My frustration is that worship is very rare. The difference between praise and worship is that praise is about Him, and worship is personal, direct to you, Lord Jesus. In so-called worship services I came to see that the mix was about half praise and the other half was self [I'm so blessed] with MAYBE one song sung to the Lord. So, singing in the Spirit truly helped.
Now that my wife went home and I'm working in my studio at home six 10-12 hour days a week, I've started building a play list which I call creation music. It is built with artists that gently point me to the Lord with good lyrics and beautiful melodies. I'm very eclectic. So, I have some TobyMac, some Keith Green, MercyMe, Guy Penrod, Petra, DC Talk, simple acoustic praise and worship, several by a guy who does modern renditions of the old hymns of his church, a couple old albums of the Newsboys, and several by a Messianic Jewish couple from Israel. If I hear something new, I add it and then simply delete songs that are jarring. I play the music soft—set on shuffle.
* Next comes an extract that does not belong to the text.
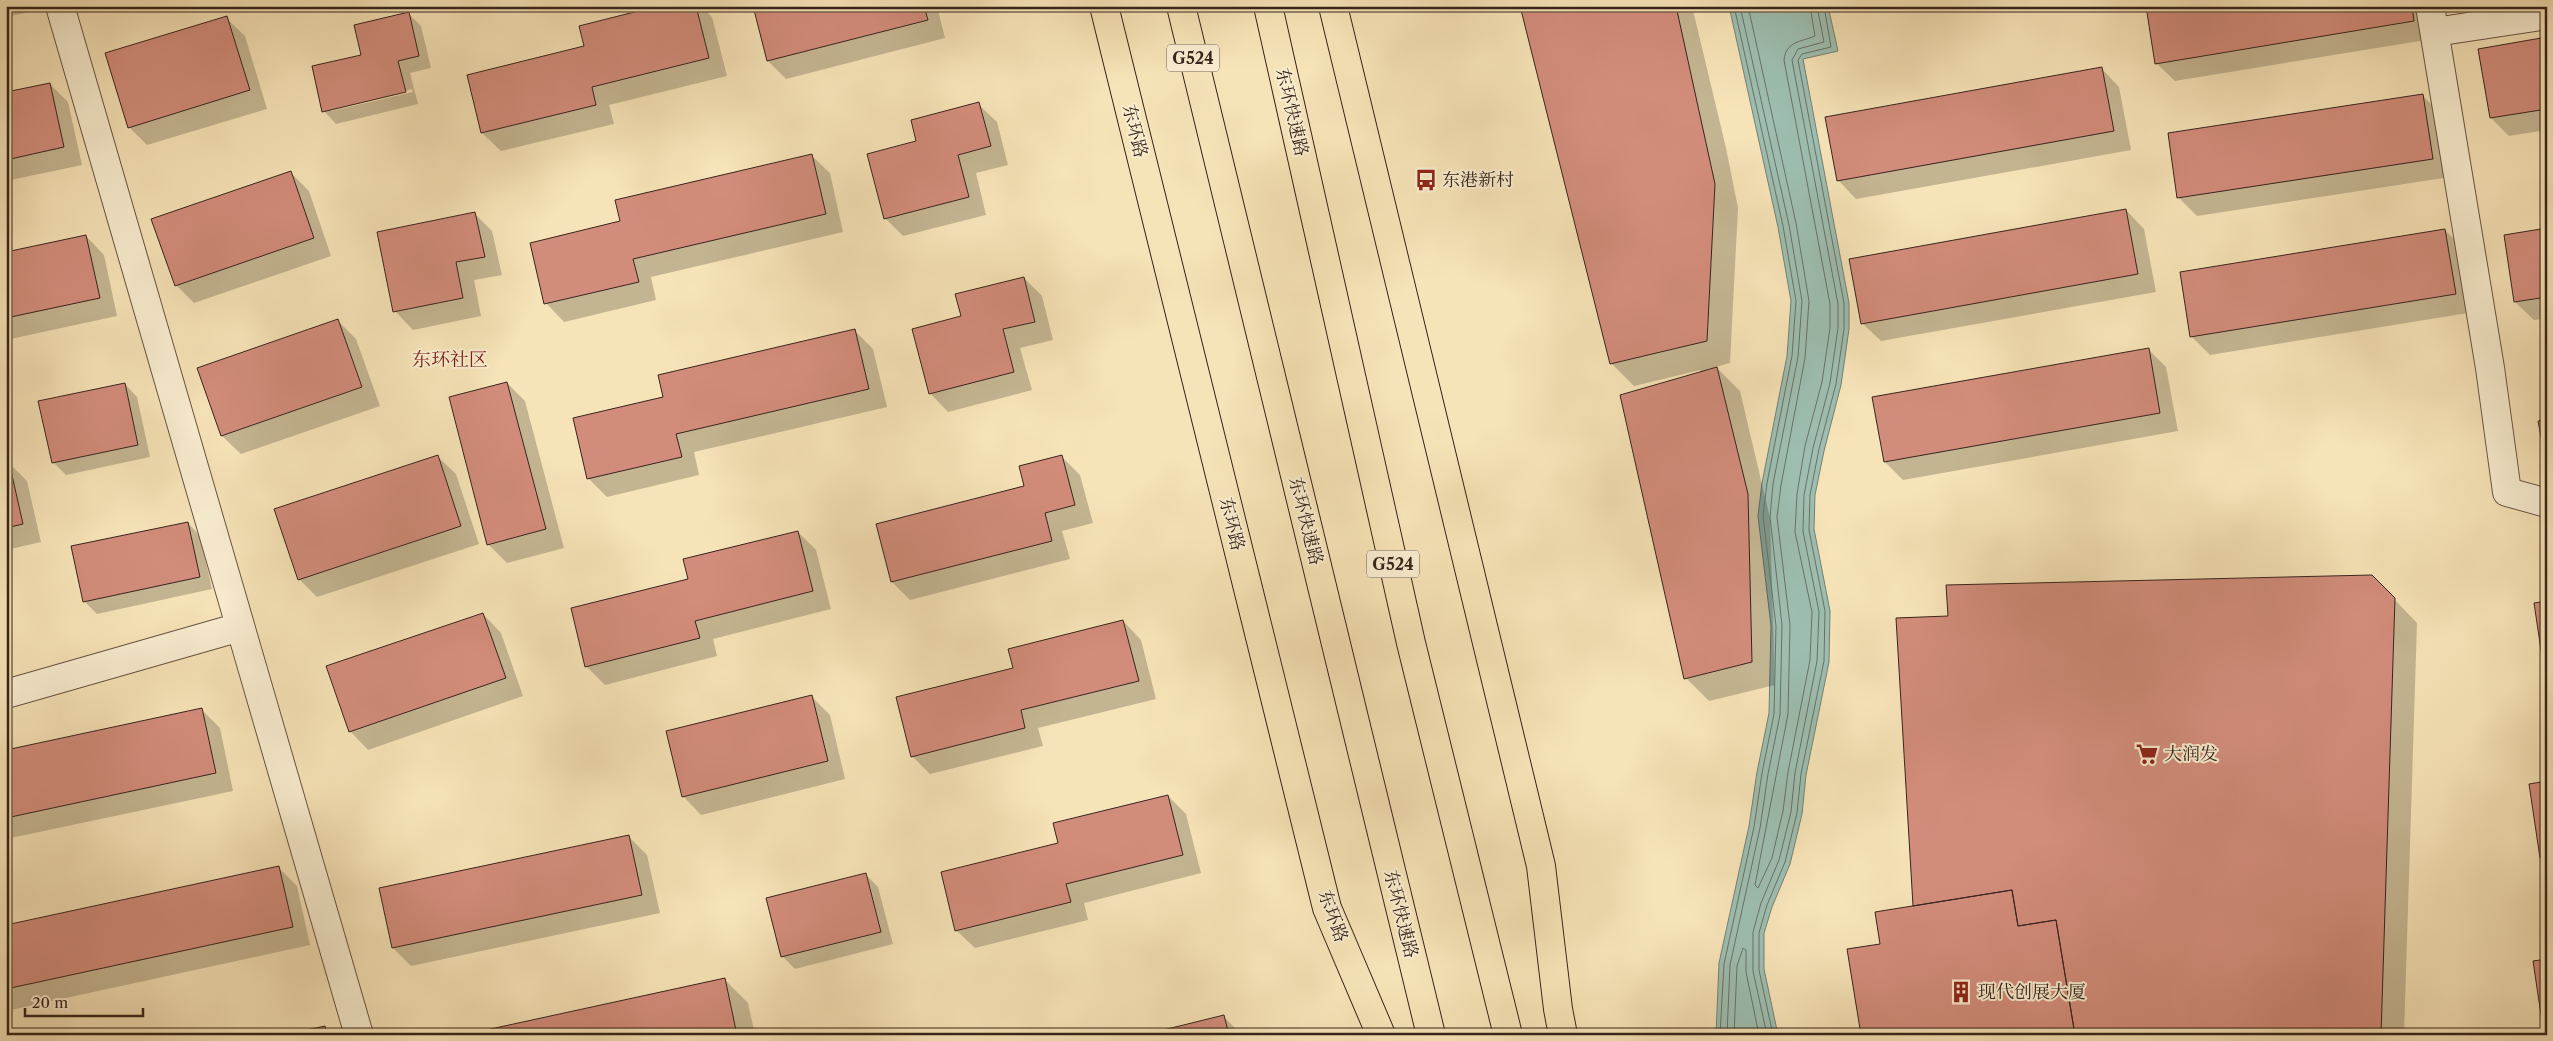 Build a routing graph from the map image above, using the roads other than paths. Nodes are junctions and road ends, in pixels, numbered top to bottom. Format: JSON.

You need your own list. But I spent a couple of years building a collection of 300 to 500 songs with a lot of variety, which do not jar me out of that space I love for writing, drawing, and designing. Any that do jar me, I immediately delete from the play list.
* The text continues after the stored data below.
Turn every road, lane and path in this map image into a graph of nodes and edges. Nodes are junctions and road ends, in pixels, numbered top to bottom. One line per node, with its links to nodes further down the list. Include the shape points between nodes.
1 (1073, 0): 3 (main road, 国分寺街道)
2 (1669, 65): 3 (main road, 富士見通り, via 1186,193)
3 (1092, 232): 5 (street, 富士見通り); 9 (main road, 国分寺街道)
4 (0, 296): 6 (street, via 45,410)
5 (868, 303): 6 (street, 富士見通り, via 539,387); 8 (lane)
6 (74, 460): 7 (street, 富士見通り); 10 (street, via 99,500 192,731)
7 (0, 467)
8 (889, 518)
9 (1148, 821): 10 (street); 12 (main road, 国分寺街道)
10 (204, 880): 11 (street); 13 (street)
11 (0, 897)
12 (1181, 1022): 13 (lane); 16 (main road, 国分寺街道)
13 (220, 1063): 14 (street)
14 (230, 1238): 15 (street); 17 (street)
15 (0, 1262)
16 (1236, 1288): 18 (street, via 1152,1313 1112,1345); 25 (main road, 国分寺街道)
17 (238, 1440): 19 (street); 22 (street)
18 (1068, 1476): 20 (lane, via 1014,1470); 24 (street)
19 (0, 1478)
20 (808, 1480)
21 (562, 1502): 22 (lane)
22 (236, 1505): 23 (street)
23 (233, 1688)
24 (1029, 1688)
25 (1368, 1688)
My goal is to be in the presence of the Lord all day, every day. He's been merciful and helped me do that. That's what I suggest you do. I know that is difficult when you are out in the world all day. Much of the music today is horrendous. I need music which brings me peace and joy.
Sometimes I just take a break, turn off the music and get lost singing in the Spirit to my King and my friend. That's still the best, for me.
That is a good idea to sing in the spirit in the songs, I will try it. I will check out some of your recommendations. I have been building my list on spotify - only problem is I have really tinnitus, made worse by listening to music. That is a wonderful aim to have to be present with the Lord each day - I so often fail, but keep trying!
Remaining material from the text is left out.